In the data that follows, give the number of lines containing the word "Porozumienia". Offer no additional comment.
++++++
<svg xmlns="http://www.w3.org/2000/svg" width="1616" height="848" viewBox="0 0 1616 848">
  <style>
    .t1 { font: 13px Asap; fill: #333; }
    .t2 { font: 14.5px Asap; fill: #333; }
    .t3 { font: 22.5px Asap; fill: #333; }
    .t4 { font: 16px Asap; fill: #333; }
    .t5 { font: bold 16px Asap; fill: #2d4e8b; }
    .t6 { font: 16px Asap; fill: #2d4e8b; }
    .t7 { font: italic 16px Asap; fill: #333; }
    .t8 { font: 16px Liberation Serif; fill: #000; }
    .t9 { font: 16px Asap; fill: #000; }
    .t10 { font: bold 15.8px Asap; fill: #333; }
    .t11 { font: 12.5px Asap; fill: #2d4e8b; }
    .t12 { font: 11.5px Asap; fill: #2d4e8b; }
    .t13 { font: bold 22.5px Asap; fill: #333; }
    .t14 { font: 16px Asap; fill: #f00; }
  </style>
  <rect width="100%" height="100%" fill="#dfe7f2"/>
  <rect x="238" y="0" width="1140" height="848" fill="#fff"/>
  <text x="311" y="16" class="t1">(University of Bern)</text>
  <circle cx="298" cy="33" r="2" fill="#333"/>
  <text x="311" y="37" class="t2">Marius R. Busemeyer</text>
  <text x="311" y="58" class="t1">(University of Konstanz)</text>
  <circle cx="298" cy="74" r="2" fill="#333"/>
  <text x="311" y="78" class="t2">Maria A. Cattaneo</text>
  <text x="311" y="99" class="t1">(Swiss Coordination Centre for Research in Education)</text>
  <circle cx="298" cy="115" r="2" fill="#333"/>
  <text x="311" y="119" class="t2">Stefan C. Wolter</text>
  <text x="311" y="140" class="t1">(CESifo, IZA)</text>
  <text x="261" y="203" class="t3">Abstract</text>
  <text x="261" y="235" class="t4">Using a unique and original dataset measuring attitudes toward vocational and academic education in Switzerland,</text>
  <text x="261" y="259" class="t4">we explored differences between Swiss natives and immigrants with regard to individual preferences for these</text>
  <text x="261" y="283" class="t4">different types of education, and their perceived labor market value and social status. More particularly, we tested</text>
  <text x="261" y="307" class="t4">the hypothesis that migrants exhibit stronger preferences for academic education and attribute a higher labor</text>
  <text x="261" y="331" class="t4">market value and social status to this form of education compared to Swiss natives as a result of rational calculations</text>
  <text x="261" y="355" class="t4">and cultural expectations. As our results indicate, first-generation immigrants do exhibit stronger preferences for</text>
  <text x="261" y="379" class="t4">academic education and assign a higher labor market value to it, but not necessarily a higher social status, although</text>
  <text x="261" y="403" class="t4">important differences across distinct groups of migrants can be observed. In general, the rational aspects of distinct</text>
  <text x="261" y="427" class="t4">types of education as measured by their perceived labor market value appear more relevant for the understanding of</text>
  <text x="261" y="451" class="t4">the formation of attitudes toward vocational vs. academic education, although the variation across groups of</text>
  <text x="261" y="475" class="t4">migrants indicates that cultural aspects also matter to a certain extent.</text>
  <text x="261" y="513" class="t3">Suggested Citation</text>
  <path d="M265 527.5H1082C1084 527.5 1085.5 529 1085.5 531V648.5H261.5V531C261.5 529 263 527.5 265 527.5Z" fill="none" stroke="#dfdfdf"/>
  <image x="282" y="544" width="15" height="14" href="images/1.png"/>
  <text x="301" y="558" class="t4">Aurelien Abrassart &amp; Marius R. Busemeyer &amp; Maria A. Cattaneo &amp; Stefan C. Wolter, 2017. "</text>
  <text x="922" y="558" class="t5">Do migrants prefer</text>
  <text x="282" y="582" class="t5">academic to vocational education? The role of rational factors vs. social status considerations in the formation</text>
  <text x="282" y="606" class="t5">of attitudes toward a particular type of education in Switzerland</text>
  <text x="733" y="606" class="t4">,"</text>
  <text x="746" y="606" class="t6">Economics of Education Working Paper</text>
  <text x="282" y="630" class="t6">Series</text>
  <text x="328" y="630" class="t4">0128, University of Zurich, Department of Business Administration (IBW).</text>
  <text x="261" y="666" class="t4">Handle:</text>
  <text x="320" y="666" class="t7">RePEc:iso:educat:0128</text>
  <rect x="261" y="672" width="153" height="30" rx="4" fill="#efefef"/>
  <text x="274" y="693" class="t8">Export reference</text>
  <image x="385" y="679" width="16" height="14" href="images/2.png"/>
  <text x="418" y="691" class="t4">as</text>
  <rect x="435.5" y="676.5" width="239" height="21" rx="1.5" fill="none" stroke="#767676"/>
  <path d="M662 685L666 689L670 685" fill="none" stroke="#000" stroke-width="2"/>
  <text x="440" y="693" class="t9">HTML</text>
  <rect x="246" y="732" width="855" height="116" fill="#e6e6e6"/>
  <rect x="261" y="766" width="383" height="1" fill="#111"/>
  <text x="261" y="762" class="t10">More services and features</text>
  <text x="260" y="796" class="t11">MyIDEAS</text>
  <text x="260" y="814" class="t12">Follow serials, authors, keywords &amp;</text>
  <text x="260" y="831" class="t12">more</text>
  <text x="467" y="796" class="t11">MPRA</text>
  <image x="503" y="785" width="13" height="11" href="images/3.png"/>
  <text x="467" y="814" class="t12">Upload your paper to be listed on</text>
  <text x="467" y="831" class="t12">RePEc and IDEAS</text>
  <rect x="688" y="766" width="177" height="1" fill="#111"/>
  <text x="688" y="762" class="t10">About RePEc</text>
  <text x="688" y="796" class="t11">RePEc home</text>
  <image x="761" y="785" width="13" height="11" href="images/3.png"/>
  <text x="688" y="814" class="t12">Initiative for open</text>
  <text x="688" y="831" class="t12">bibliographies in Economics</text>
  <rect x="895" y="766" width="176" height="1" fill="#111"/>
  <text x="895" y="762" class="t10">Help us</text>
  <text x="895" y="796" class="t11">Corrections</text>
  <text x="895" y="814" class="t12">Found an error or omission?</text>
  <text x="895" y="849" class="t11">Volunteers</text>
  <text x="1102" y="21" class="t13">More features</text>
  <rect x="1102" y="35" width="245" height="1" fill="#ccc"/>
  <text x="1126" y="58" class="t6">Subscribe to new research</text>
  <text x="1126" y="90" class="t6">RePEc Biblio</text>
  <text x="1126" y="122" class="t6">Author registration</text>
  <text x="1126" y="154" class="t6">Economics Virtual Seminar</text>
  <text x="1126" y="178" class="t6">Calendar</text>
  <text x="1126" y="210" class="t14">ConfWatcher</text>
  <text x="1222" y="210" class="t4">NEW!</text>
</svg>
++++++
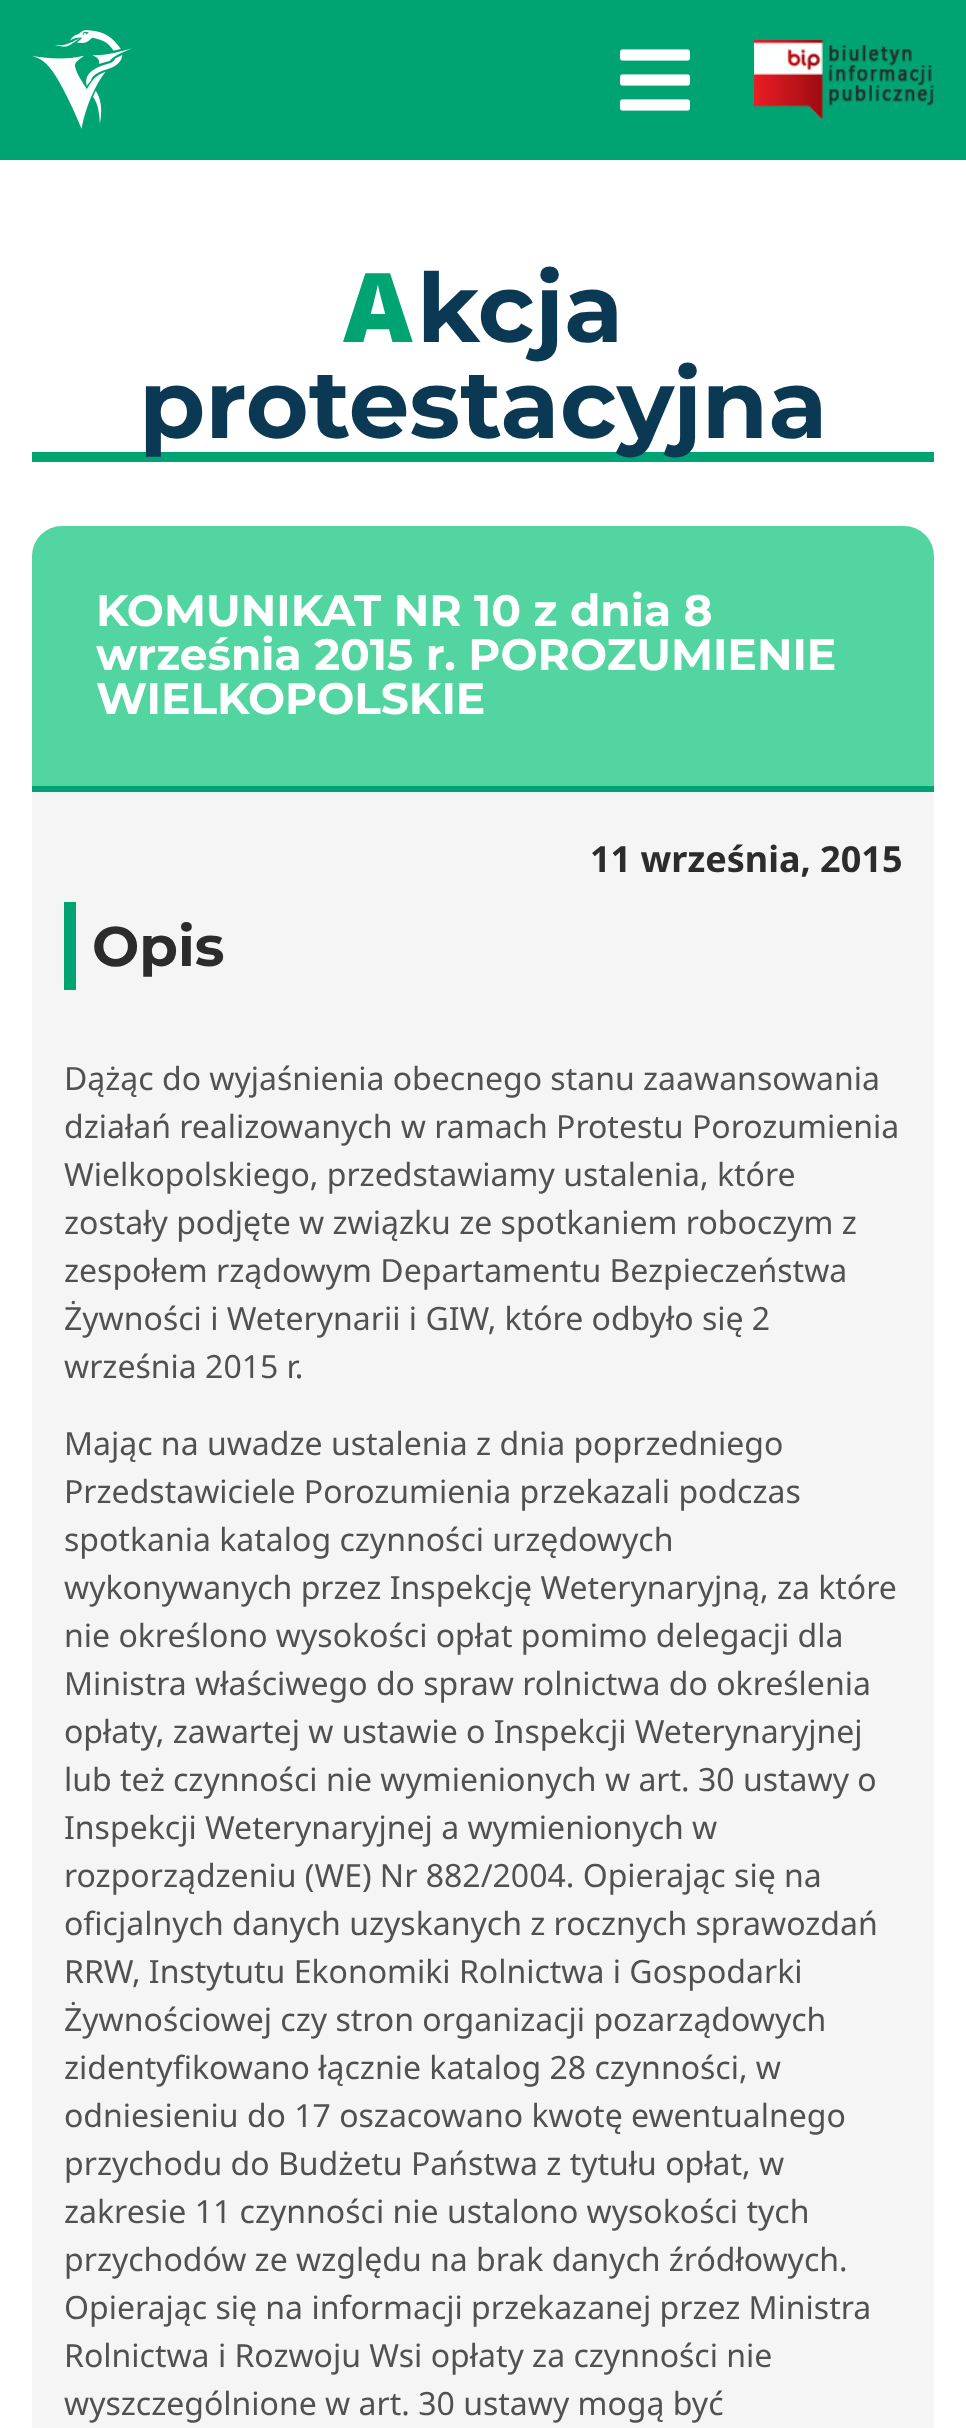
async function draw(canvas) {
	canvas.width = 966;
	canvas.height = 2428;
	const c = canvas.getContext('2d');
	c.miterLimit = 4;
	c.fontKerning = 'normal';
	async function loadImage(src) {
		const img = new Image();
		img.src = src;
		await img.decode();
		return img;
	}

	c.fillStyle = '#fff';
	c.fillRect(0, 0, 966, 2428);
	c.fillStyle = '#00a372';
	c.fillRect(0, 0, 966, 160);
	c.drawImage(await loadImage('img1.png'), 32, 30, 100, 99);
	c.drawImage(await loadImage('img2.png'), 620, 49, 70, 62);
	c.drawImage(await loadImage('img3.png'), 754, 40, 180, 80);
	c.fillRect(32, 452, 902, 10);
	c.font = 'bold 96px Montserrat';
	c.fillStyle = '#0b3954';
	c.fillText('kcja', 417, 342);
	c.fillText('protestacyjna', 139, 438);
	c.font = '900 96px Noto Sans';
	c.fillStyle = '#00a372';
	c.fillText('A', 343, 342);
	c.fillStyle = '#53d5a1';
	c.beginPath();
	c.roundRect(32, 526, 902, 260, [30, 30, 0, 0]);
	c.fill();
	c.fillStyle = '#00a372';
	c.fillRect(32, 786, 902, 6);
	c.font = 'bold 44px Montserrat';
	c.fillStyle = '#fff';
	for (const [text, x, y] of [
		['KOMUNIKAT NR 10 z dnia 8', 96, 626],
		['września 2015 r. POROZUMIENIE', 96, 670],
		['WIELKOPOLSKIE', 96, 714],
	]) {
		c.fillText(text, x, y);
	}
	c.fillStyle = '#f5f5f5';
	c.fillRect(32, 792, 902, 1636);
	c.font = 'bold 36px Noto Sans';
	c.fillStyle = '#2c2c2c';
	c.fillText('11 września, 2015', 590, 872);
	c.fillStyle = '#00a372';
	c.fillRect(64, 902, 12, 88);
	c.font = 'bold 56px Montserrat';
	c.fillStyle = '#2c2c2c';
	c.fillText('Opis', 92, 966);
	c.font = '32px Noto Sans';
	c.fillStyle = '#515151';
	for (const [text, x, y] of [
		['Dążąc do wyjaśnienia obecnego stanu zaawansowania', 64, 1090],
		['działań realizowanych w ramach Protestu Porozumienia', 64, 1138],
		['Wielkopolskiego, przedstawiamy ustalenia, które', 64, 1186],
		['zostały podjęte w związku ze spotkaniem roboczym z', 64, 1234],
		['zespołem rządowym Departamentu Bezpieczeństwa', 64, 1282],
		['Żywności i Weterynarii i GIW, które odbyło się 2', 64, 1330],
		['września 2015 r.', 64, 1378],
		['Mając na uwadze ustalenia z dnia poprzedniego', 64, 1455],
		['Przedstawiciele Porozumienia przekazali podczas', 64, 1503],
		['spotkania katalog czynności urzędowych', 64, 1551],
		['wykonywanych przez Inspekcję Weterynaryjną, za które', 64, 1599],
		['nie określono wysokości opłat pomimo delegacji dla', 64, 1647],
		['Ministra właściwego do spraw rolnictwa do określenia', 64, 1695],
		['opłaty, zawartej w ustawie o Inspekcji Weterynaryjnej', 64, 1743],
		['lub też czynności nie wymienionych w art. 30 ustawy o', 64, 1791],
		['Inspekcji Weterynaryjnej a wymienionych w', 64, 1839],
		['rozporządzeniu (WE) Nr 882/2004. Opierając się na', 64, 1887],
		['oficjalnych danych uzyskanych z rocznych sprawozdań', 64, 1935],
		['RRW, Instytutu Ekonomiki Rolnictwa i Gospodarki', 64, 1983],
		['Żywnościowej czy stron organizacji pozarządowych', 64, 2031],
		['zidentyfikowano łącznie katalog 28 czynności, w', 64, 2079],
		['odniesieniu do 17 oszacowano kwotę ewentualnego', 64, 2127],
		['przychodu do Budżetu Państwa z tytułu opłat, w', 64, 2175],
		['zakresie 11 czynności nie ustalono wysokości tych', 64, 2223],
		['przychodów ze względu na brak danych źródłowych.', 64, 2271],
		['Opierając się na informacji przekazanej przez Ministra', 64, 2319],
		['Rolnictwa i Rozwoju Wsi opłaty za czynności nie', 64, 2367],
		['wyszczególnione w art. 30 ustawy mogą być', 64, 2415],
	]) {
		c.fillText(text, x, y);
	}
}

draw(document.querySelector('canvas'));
++++++
:: Task answer ::
2